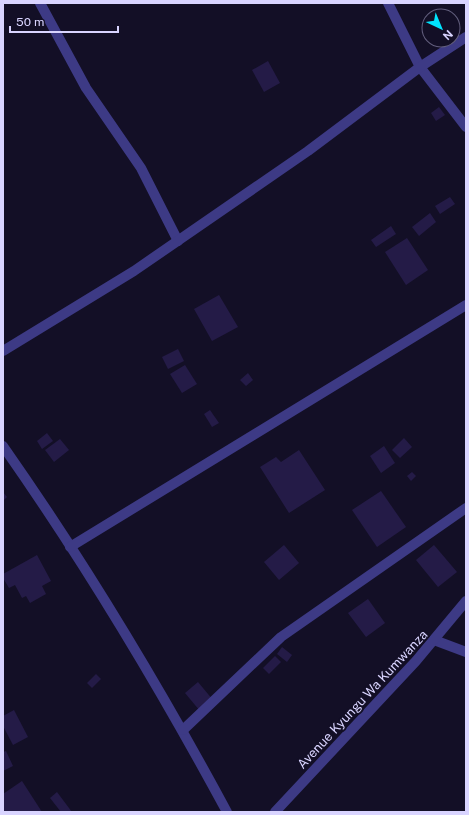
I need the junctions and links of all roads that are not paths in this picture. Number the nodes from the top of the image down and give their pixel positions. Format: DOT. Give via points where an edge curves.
graph roads {
  1 [pos="40,3"];
  2 [pos="388,3"];
  3 [pos="466,37"];
  4 [pos="420,67"];
  5 [pos="466,127"];
  6 [pos="178,241"];
  7 [pos="466,304"];
  8 [pos="3,351"];
  9 [pos="3,446"];
  10 [pos="466,508"];
  11 [pos="70,547"];
  12 [pos="466,600"];
  13 [pos="434,640"];
  14 [pos="466,652"];
  15 [pos="183,730"];
  16 [pos="227,812"];
  17 [pos="275,812"];
  1 -- 6 [label="street" via="86,88 141,168"];
  2 -- 4 [label="street"];
  3 -- 4 [label="street"];
  4 -- 5 [label="street"];
  4 -- 6 [label="street" via="308,151"];
  6 -- 8 [label="street"];
  7 -- 11 [label="street"];
  9 -- 11 [label="street"];
  10 -- 15 [label="street" via="281,637"];
  11 -- 15 [label="street"];
  12 -- 13 [label="street, Avenue Kyungu Wa Kumwanza"];
  13 -- 14 [label="street"];
  13 -- 17 [label="street, Avenue Kyungu Wa Kumwanza"];
  15 -- 16 [label="street"];
}
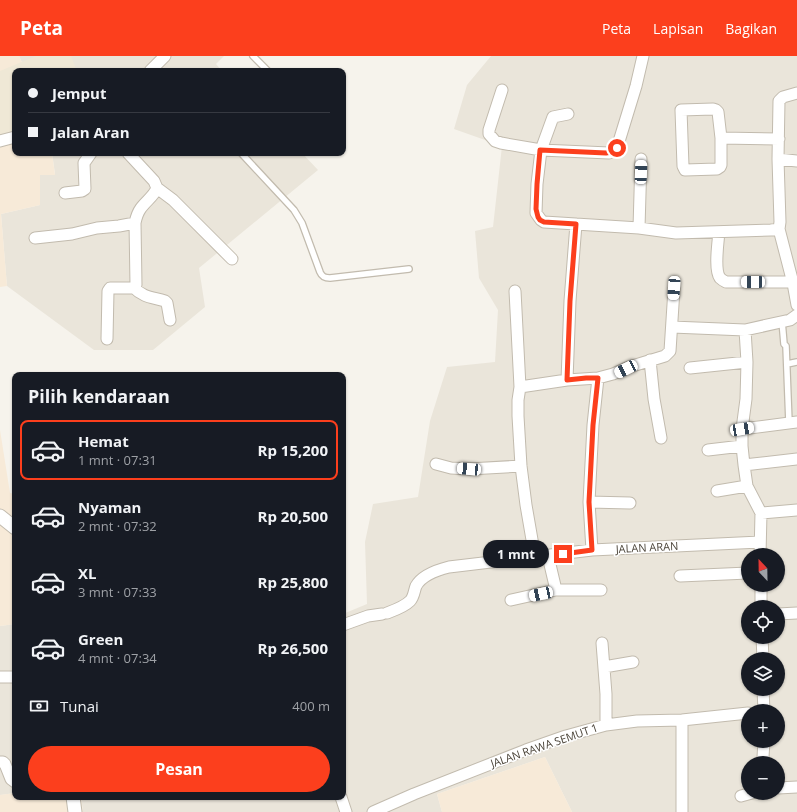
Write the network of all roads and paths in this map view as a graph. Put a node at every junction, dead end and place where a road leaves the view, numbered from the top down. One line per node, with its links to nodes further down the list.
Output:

# TASK OBJECTIVE
Copy the entries above faithfully and omit every image.

# YOUR RESPONSE
I need the junctions and links of all roads that are not paths in this picture. Number the nodes from the top of the image down and give their pixel positions. Format: DOT. Give via points where an edge curves.
graph roads {
  1 [pos="40,3"];
  2 [pos="388,3"];
  3 [pos="466,37"];
  4 [pos="420,67"];
  5 [pos="466,127"];
  6 [pos="178,241"];
  7 [pos="466,304"];
  8 [pos="3,351"];
  9 [pos="3,446"];
  10 [pos="466,508"];
  11 [pos="70,547"];
  12 [pos="466,600"];
  13 [pos="434,640"];
  14 [pos="466,652"];
  15 [pos="183,730"];
  16 [pos="227,812"];
  17 [pos="275,812"];
  1 -- 6 [label="street" via="86,88 141,168"];
  2 -- 4 [label="street"];
  3 -- 4 [label="street"];
  4 -- 5 [label="street"];
  4 -- 6 [label="street" via="308,151"];
  6 -- 8 [label="street"];
  7 -- 11 [label="street"];
  9 -- 11 [label="street"];
  10 -- 15 [label="street" via="281,637"];
  11 -- 15 [label="street"];
  12 -- 13 [label="street, Avenue Kyungu Wa Kumwanza"];
  13 -- 14 [label="street"];
  13 -- 17 [label="street, Avenue Kyungu Wa Kumwanza"];
  15 -- 16 [label="street"];
}
Write the network of all roads and paths in this map view as a graph. Put a node at every junction, dead end and place where a road leaves the view, numbered from the top down. One line per node, with its links to nodes further down the list.
Output:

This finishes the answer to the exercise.